THE TASK: Please copy each line from the entries that contains the string "Борисенко".

RECORDS FOR THE EXERCISE Block Start

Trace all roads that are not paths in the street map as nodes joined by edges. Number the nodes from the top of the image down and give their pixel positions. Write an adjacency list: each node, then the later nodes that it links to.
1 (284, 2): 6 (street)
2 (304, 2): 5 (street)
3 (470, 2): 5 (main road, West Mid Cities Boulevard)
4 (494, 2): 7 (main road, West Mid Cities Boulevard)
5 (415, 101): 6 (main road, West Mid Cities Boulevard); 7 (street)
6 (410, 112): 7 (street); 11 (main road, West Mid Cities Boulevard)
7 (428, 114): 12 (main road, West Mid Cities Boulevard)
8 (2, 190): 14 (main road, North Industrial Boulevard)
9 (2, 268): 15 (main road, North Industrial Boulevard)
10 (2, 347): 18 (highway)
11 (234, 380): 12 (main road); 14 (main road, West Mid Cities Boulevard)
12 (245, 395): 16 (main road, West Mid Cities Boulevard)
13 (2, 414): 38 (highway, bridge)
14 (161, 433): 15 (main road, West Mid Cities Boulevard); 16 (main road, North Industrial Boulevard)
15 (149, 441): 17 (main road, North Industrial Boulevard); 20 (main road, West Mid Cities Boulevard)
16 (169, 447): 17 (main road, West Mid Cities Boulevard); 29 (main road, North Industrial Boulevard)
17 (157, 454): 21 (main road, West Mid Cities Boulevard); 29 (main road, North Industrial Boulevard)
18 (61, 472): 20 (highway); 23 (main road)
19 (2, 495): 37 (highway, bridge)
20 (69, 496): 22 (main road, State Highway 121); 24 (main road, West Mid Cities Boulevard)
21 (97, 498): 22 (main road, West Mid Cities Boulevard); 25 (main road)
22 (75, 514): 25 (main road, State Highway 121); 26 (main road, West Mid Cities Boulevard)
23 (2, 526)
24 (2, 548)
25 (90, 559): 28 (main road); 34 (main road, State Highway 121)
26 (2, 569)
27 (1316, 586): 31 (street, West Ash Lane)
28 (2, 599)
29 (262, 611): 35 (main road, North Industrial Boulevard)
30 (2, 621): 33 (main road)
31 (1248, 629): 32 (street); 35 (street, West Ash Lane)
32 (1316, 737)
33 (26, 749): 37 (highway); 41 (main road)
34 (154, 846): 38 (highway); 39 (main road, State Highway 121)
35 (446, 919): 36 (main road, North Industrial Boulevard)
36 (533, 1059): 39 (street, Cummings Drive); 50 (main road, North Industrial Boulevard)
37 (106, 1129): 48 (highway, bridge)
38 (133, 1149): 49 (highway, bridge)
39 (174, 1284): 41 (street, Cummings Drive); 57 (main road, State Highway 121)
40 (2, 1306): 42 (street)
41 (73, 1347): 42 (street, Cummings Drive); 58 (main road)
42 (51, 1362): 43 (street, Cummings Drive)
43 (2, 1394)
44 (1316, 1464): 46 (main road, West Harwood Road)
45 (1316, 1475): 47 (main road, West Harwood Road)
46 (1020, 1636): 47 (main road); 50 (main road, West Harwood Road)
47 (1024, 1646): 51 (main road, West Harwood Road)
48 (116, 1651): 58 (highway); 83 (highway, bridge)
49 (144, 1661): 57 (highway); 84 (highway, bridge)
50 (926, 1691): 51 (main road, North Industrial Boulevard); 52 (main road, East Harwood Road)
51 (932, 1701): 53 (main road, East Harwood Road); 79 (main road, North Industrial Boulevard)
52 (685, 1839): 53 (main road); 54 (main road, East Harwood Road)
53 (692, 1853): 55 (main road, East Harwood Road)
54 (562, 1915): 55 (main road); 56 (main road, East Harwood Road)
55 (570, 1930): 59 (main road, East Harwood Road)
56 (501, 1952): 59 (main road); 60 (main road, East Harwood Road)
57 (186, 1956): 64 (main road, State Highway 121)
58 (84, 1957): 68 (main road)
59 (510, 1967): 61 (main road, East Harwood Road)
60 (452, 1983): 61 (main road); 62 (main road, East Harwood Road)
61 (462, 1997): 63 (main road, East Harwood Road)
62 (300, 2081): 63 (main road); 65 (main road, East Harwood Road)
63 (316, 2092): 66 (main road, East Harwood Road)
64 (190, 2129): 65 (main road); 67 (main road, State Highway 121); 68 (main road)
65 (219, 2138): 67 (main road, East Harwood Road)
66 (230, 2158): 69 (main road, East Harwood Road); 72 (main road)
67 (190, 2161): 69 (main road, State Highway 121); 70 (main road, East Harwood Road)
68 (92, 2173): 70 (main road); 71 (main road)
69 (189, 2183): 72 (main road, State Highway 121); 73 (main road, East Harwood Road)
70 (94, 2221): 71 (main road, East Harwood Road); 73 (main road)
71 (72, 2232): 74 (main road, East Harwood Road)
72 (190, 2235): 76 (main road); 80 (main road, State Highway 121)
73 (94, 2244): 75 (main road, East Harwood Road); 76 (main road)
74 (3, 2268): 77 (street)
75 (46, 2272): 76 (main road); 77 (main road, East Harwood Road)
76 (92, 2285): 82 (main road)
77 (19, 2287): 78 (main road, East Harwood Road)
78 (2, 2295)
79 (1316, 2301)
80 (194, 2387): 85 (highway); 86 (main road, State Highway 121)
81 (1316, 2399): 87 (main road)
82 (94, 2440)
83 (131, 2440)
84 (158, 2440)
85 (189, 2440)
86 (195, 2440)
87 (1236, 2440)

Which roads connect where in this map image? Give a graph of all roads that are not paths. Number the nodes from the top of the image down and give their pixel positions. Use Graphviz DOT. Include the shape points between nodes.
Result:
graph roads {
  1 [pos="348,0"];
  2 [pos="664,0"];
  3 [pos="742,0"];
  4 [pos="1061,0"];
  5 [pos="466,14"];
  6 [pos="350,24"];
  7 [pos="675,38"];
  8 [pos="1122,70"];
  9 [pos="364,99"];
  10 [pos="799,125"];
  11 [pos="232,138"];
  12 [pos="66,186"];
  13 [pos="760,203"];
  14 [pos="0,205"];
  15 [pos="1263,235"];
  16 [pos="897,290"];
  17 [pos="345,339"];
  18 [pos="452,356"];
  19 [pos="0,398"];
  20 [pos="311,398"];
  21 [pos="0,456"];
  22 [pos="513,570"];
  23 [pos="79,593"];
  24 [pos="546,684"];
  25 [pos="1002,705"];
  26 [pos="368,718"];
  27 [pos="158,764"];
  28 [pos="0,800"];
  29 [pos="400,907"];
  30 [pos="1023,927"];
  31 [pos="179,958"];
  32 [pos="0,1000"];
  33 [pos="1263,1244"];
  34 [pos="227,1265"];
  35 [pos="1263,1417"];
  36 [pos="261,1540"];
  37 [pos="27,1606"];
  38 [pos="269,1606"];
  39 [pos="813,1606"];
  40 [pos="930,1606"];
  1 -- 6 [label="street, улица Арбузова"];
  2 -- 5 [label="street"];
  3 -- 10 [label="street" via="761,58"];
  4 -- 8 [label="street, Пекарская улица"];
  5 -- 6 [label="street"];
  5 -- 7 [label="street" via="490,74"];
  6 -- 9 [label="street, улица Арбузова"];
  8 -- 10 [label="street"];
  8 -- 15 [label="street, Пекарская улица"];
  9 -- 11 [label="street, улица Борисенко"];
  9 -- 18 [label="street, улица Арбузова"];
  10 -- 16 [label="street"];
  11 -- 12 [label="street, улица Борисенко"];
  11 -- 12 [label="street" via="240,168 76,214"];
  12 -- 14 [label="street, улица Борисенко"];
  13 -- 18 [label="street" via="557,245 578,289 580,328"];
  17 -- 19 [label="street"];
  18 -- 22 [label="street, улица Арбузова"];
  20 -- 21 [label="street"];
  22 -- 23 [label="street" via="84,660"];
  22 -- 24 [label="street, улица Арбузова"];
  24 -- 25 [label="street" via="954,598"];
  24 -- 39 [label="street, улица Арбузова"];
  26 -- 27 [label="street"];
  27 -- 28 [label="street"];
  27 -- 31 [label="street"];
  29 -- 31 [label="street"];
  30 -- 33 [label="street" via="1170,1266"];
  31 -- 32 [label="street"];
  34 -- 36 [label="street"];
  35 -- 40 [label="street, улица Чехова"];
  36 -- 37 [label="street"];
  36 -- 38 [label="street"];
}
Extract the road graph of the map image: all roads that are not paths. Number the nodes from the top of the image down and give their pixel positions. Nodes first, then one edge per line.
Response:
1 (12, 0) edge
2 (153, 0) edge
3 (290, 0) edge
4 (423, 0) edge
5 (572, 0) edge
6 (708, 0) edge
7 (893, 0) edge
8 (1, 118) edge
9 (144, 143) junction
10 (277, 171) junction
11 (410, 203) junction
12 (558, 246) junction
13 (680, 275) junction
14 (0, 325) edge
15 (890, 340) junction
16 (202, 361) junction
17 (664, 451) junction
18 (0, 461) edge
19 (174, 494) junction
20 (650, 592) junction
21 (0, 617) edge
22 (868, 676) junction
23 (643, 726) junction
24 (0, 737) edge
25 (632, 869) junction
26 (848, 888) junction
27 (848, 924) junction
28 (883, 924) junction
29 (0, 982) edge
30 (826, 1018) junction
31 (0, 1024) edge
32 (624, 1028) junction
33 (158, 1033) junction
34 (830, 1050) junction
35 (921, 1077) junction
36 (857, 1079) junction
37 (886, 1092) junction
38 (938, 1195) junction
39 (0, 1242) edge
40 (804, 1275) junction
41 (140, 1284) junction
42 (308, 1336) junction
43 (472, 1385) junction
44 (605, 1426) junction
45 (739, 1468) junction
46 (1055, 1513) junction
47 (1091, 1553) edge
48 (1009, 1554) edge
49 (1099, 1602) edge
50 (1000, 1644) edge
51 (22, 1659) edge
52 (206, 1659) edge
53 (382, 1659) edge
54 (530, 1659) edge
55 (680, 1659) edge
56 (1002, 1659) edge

RECORDS FOR THE EXERCISE Block End

WRITTEN REPLY:
  9 -- 11 [label="street, улица Борисенко"];
  11 -- 12 [label="street, улица Борисенко"];
  12 -- 14 [label="street, улица Борисенко"];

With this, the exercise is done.